The fact that none of the particles appear to be suited to track blood-borne monocytes is not entirely surprising if we consider their historical development. The first-generation SPIOs (Endorem, Guerbet, Paris, France, Feridex, Amag Pharma, Lexington, MA, USA; coated in dextran with a neutral charge) were developed for iron replacement therapy. Subsequent formulations were coated with carboxy-dextran and possessed a negative charge (SH U 555 A/Resovist, Bayer Schering, Berlin, Germany) because this reduced side effects of administration. Both formulations are sterically stabilized, which means they are not stable for long in vivo.[6] Early pharmokinetic studies in rodents revealed that SPIO half-life was extremely short (less than 10 minutes) as nearly 90% are absorbed by Kupffer cells and macrophages in the spleen;[32] even coating them with polyethylene glycol, as is the case in the present study, does not extend the half-life much beyond this. Thus, the properties of SPIOs make them unattractive as a candidate to target monocytes. Even though USPIOs exhibit slightly longer circulation times (∼80 minutes in rats),[33] this is still not very long when trying to observe a process that lasts for several days and involves a constant turnover of cells. What was also not well considered when we began infusing these particles into experimental stroke models was the fact that blood-borne monocytes may not necessarily behave in the same way after their maturation into macrophages as the macrophages in the liver and spleen. It is well known that USPIO uptake in vitro by monocytic cells is relatively poor.[16, 17, 24, 34] Thus, it is not surprising that uptake may also be poor in vivo, although few groups have actually examined this in their models. Blood leukocytes harvested from animals with MCAO directly after USPIO infusion (6 hours), or 24 hours later, were Prussian blue negative.[24] The results of the present study are in agreement with this.

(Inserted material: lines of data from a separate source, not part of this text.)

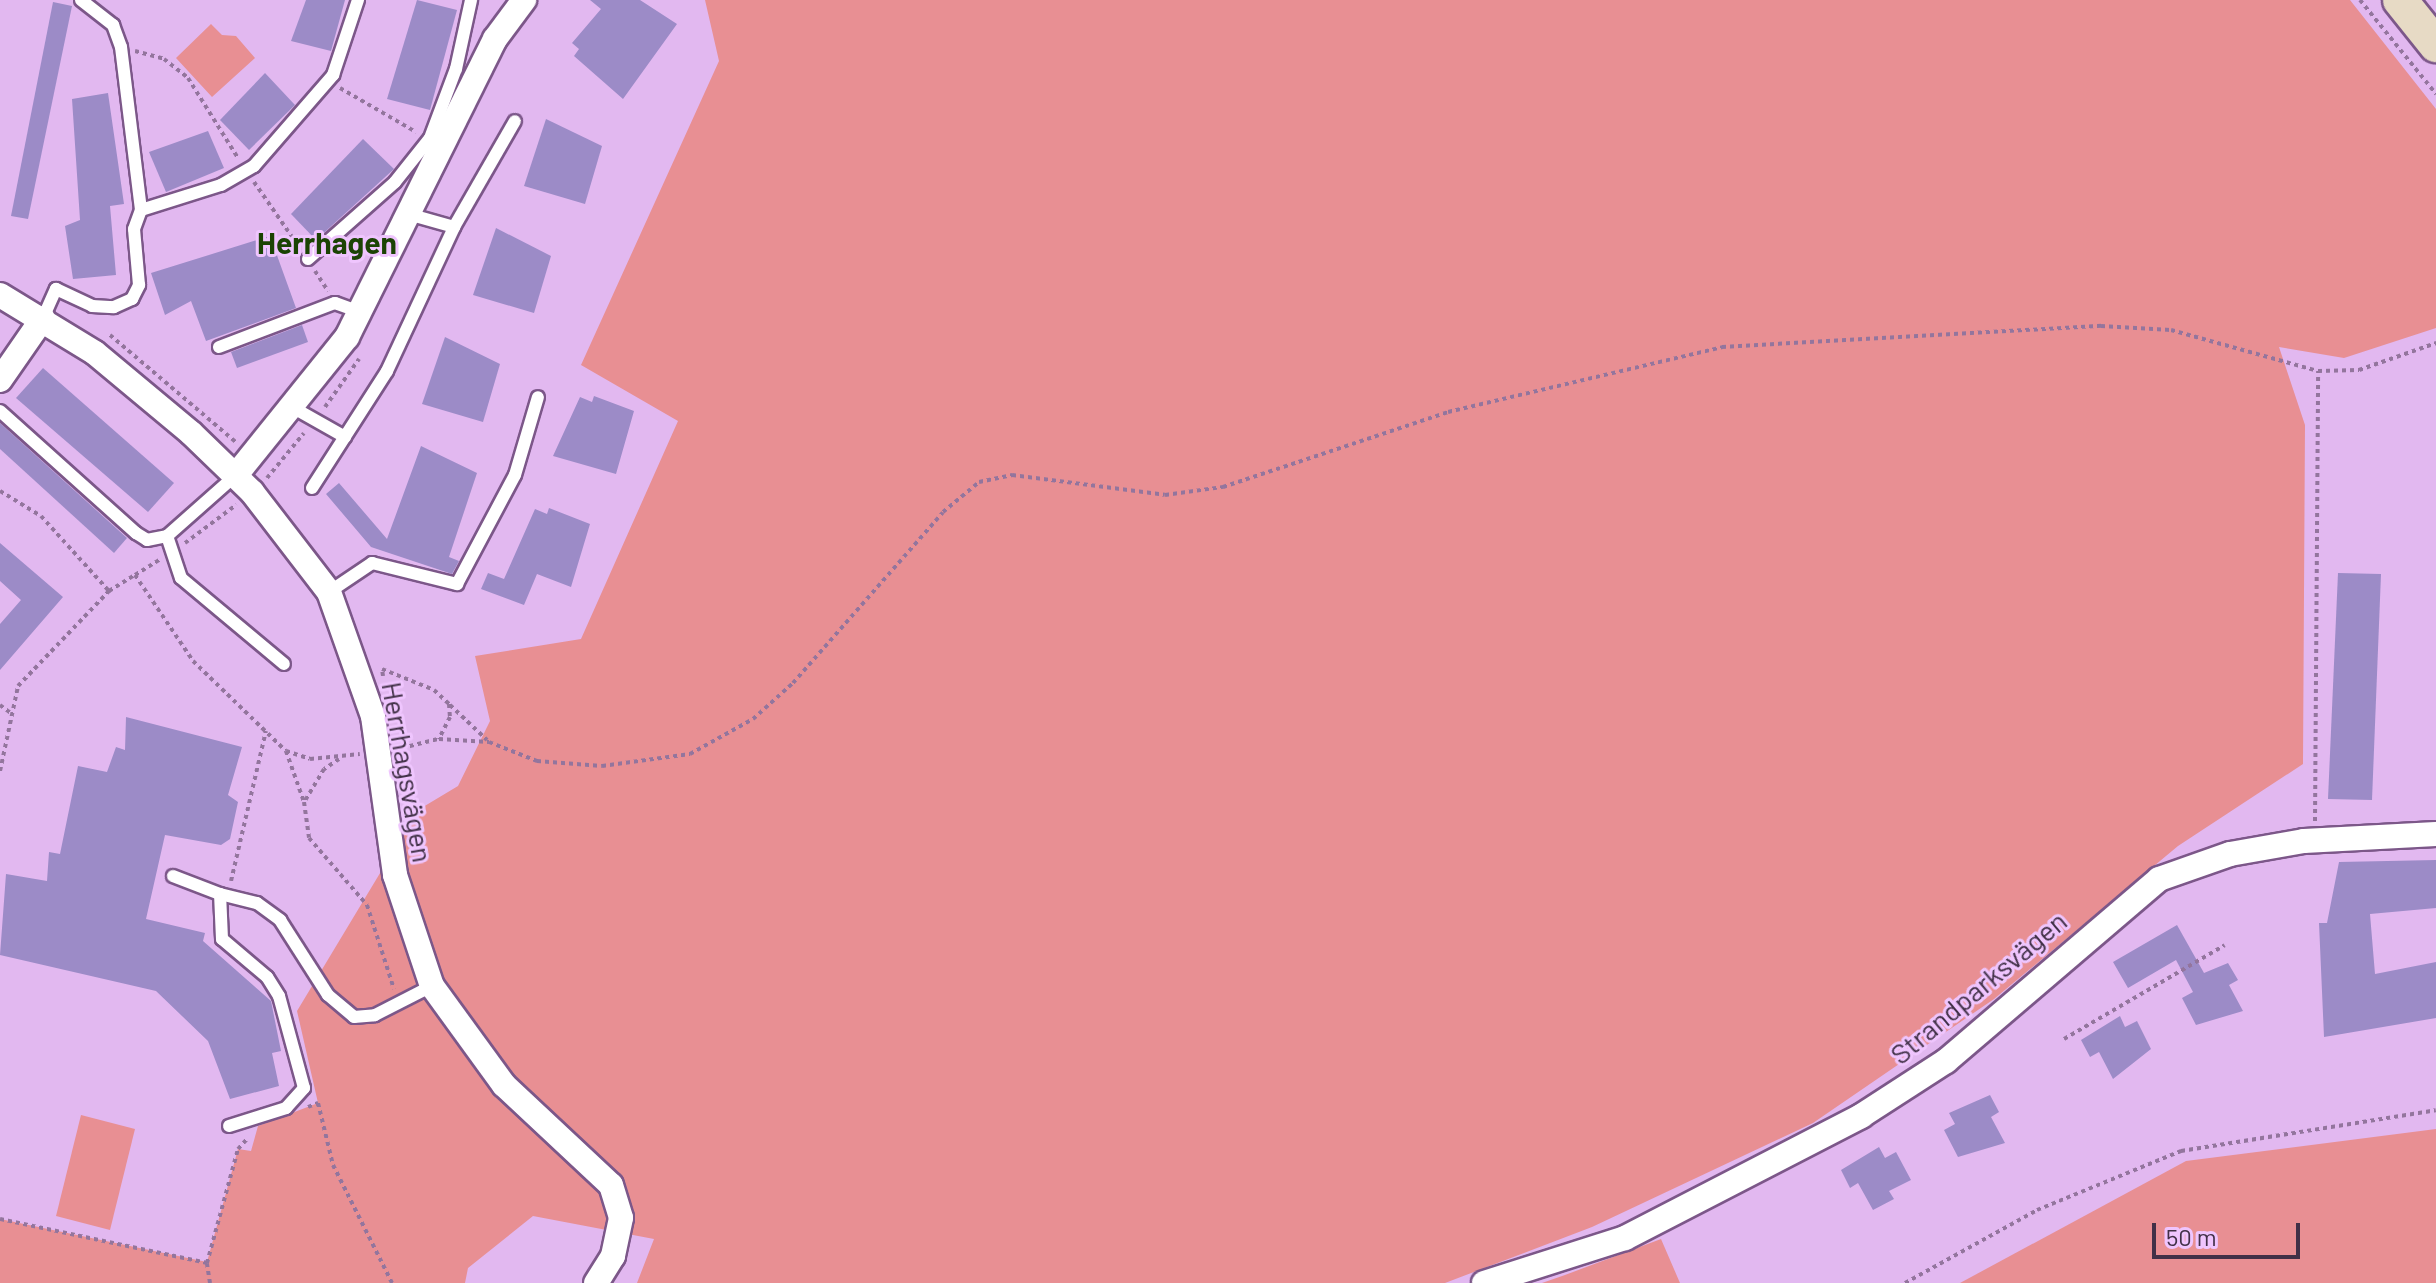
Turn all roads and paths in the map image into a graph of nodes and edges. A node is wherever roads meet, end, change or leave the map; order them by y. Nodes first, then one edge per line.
1 (81, 0) edge
2 (358, 0) edge
3 (471, 0) edge
4 (524, 0) edge
5 (2360, 0) edge
6 (2400, 0) edge
7 (2436, 45) edge
8 (121, 52) junction
9 (329, 82) junction
10 (2436, 94) edge
11 (515, 121) dead end
12 (430, 138) junction
13 (247, 170) junction
14 (141, 210) junction
15 (408, 214) junction
16 (454, 227) junction
17 (308, 259) junction
18 (0, 295) edge
19 (335, 303) junction
20 (360, 312) junction
21 (43, 318) junction
22 (2436, 343) edge
23 (219, 347) dead end
24 (2318, 371) junction
25 (0, 380) edge
26 (538, 397) dead end
27 (292, 407) junction
28 (0, 411) edge
29 (345, 437) junction
30 (236, 475) junction
31 (312, 488) dead end
32 (0, 491) edge
33 (167, 536) junction
34 (109, 591) junction
35 (329, 592) junction
36 (284, 664) dead end
37 (385, 684) dead end
38 (449, 704) junction
39 (0, 705) edge
40 (12, 714) junction
41 (266, 731) junction
42 (439, 739) junction
43 (489, 742) junction
44 (395, 746) dead end
45 (402, 748) dead end
46 (286, 751) junction
47 (366, 752) dead end
48 (339, 759) junction
49 (397, 761) dead end
50 (0, 771) edge
51 (304, 802) junction
52 (2436, 834) edge
53 (2315, 840) junction
54 (173, 876) dead end
55 (224, 895) junction
56 (2225, 945) dead end
57 (432, 986) junction
58 (401, 1001) junction
59 (2064, 1039) dead end
60 (2436, 1110) edge
61 (294, 1112) dead end
62 (229, 1126) dead end
63 (258, 1126) dead end
64 (0, 1219) edge
65 (207, 1263) junction
66 (210, 1283) edge
67 (392, 1283) edge
68 (596, 1283) edge
69 (1484, 1283) edge
70 (1905, 1283) edge

1 - 8 lane
2 - 9 lane
3 - 12 lane
4 - 12 street
5 - 10 path
6 - 7 main road
8 - 13 path
8 - 14 lane
9 - 12 path
9 - 13 lane
11 - 16 lane
12 - 15 street
12 - 17 lane
13 - 14 lane
13 - 17 path
14 - 21 lane
15 - 16 lane
15 - 20 street
16 - 29 lane
17 - 19 path
18 - 21 street, Herrhagsvägen
19 - 20 lane
19 - 23 lane
20 - 27 street
21 - 25 street
21 - 30 street, Herrhagsvägen
22 - 24 path
24 - 43 path
24 - 53 path
26 - 35 lane
27 - 29 lane
27 - 30 street
28 - 33 lane
29 - 31 lane
30 - 33 lane
30 - 35 street, Herrhagsvägen
32 - 34 path
33 - 36 lane
34 - 40 path
34 - 41 path
35 - 57 street, Herrhagsvägen
37 - 38 path
38 - 42 path
38 - 43 path
39 - 40 path
40 - 50 path
41 - 46 path
41 - 55 path
42 - 43 path
42 - 45 path
44 - 49 path
46 - 48 path
46 - 51 path
47 - 48 path
48 - 51 path
51 - 58 path
52 - 53 street, Strandparksvägen
53 - 69 street, Strandparksvägen
54 - 55 lane
55 - 58 lane
55 - 62 lane
56 - 59 path
57 - 58 lane
57 - 68 street, Herrhagsvägen
60 - 70 path
61 - 67 path
63 - 65 path
64 - 65 path
65 - 66 path

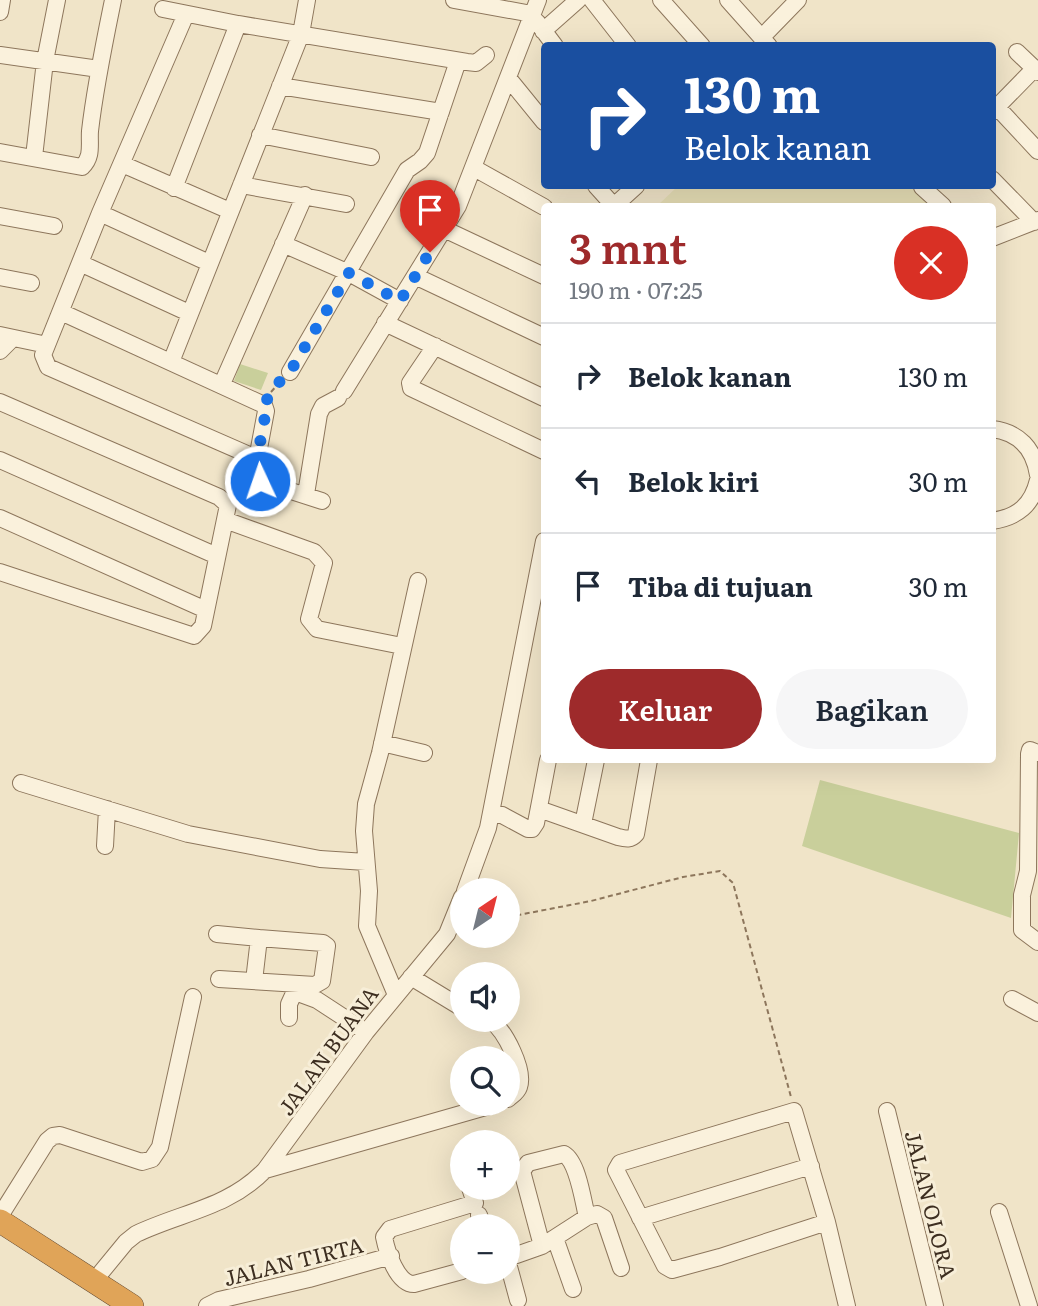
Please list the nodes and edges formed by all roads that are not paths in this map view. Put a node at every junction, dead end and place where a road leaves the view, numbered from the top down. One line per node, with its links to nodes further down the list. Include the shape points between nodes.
1 (2, 0): 14 (street)
2 (57, 0): 26 (street)
3 (113, 0): 28 (street)
4 (307, 0): 18 (street)
5 (454, 0): 11 (street)
6 (578, 0): 17 (street)
7 (592, 0): 21 (street)
8 (661, 0): 22 (street)
9 (729, 0): 19 (street)
10 (798, 0): 19 (street)
11 (476, 2): 12 (street)
12 (535, 7): 17 (street); 30 (street)
13 (163, 9): 15 (street)
14 (0, 12)
15 (186, 14): 16 (street); 41 (street)
16 (237, 24): 18 (street); 45 (street)
17 (542, 30): 20 (street)
18 (301, 34): 27 (street); 31 (street)
19 (765, 41)
20 (552, 42)
21 (625, 42)
22 (698, 42)
23 (1017, 52): 29 (street)
24 (0, 55): 26 (street)
25 (486, 55): 27 (street, via 476,63)
26 (45, 61): 28 (street); 39 (street)
27 (458, 61): 34 (street)
28 (99, 69): 39 (street, via 86,164 82,167)
29 (1036, 70): 32 (street)
30 (509, 79): 35 (street); 42 (street)
31 (280, 86): 34 (street); 36 (street)
32 (996, 109)
33 (996, 111): 37 (street)
34 (441, 112): 65 (street, via 427,153 407,170)
35 (541, 118)
36 (260, 135): 40 (street); 44 (street)
37 (1038, 151)
38 (0, 152): 39 (street)
39 (34, 157)
40 (371, 157)
41 (121, 164): 45 (street); 56 (street)
42 (474, 168): 54 (street); 60 (street)
43 (996, 183): 58 (street)
44 (241, 185): 49 (street); 55 (street)
45 (174, 188): 55 (street)
46 (599, 189): 50 (street)
47 (633, 189): 51 (street)
48 (924, 189): 52 (street)
49 (305, 195): 53 (street); 62 (street)
50 (610, 203)
51 (616, 203)
52 (940, 203)
53 (346, 204)
54 (541, 205)
55 (230, 211): 64 (street)
56 (100, 213): 63 (street); 64 (street)
57 (0, 216): 59 (street)
58 (1036, 221): 61 (street)
59 (54, 226)
60 (444, 229): 66 (street); 67 (street)
61 (996, 236)
62 (283, 244): 65 (street); 81 (street)
63 (80, 263): 71 (street); 72 (street)
64 (209, 263): 72 (street)
65 (349, 273): 70 (street); 80 (street)
66 (541, 275)
67 (415, 276): 70 (street); 75 (street)
68 (0, 277): 69 (street)
69 (31, 284)
70 (400, 301): 73 (street)
71 (61, 312): 76 (street); 79 (street)
72 (189, 313): 79 (street)
73 (385, 323): 77 (street); 90 (street, via 341,395 319,414)
74 (6, 336): 76 (street); 78 (street)
75 (541, 336)
76 (47, 345): 87 (street, via 43,355 48,367)
77 (435, 346): 82 (street); 86 (street, via 413,376 411,388)
78 (0, 351)
79 (171, 362): 81 (street)
80 (290, 372)
81 (222, 384): 87 (street, via 264,405)
82 (541, 397)
83 (0, 402): 93 (street, via 225,500)
84 (996, 430): 85 (street)
85 (1032, 439): 89 (street)
86 (541, 449)
87 (256, 458): 90 (street, via 254,475 260,481)
88 (0, 460): 95 (street)
89 (1038, 477): 94 (street, via 1034,495 1023,510)
90 (306, 494): 91 (street)
91 (322, 501)
92 (0, 518): 99 (street)
93 (225, 520): 95 (street); 100 (street, via 321,558 324,563 309,619 317,629)
94 (996, 520)
95 (217, 556): 99 (street)
96 (541, 556): 111 (street)
97 (0, 572): 99 (street, via 194,636 203,626)
98 (418, 581): 100 (street, JALAN BUANA)
99 (206, 610)
100 (402, 646): 101 (street, JALAN BUANA)
101 (382, 743): 103 (street); 114 (street, JALAN BUANA, via 366,804)
102 (1038, 752): 110 (street, via 1030,750 1029,754)
103 (424, 753)
104 (547, 763): 109 (street)
105 (595, 763): 112 (street)
106 (648, 763): 112 (street, via 633,837 626,839)
107 (21, 783): 108 (street)
108 (107, 809): 113 (street); 114 (street, via 188,834 320,859)
109 (539, 809): 111 (street, via 536,823 528,830); 112 (street)
110 (1034, 813): 115 (street)
111 (491, 814): 116 (street)
112 (583, 824)
113 (105, 846)
114 (366, 862): 125 (street, JALAN BUANA, via 367,926)
115 (1033, 874): 120 (street, via 1022,895 1022,930)
116 (469, 878)
117 (450, 927): 121 (street)
118 (217, 934): 119 (street)
119 (259, 938): 123 (street); 124 (street, via 317,941 327,946 320,983)
120 (1038, 942)
121 (411, 977): 125 (street); 128 (street)
122 (219, 979): 123 (street)
123 (254, 981): 124 (street)
124 (293, 987): 130 (street); 131 (street)
125 (396, 995): 131 (street, JALAN BUANA)
126 (193, 997): 140 (street, via 160,1147 152,1159 142,1162 53,1136)
127 (1012, 999): 129 (street)
128 (450, 1001)
129 (1038, 1013)
130 (289, 1018)
131 (366, 1032): 135 (street, JALAN BUANA)
132 (887, 1111): 154 (street, JALAN OLORA)
133 (454, 1116): 135 (street)
134 (810, 1166): 139 (street); 139 (street, via 794,1111 618,1164 616,1173); 141 (street)
135 (265, 1170): 147 (street, JALAN BUANA, via 232,1197 136,1234)
136 (474, 1200): 144 (street, via 387,1231 384,1240)
137 (999, 1212): 155 (street)
138 (587, 1217): 142 (street); 142 (street, via 568,1156 528,1163 521,1176); 145 (street, via 597,1214 604,1218)
139 (640, 1217): 141 (street, via 665,1266 674,1270)
140 (0, 1219): 147 (highway)
141 (827, 1222): 153 (street)
142 (549, 1242): 143 (street); 149 (street)
143 (520, 1255)
144 (391, 1256): 146 (street, via 402,1279 410,1284); 152 (street, JALAN TIRTA)
145 (621, 1268)
146 (450, 1273)
147 (94, 1282): 151 (highway)
148 (514, 1284): 150 (street)
149 (573, 1289)
150 (518, 1300)
151 (132, 1306)
152 (207, 1306)
153 (847, 1306)
154 (935, 1306)
155 (1029, 1306)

It is necessary to point out that there are several limitations with the present study. The first is that we did not include statistical analysis of our results on account of the small group sizes, which makes it difficult to make definitive conclusions. However, as the results were emerging as overwhelmingly negative, we could not justify the continued use of resources and animals. The second is that our experiments were conducted solely in mice, which is unfortunate as we cannot directly compare our findings with those that were obtained in rats. The third important limitation was that we chose to focus our attention on nanoparticle formulations that were consistent with those used in the published literature (namely, USPIOs and SPIOs). As was previously mentioned, the half-lives of these formulations are not conducive for labeling blood-borne leukocytes. While the same appears to be true for the VSOPs used in the present study, it is possible that similar particles with longer circulation times, such monocrystalline iron oxide nanocompound,[35] or cross-linked iron oxide nanoparticles, could result in uptake by blood-borne leukocytes.

In conclusion, certain formulations of iron oxide nanoparticles, at least the ones used in the present study, appear to have a limited application as agents to label blood-borne monocytes of bone marrow origin in a mouse model of transient focal ischemia.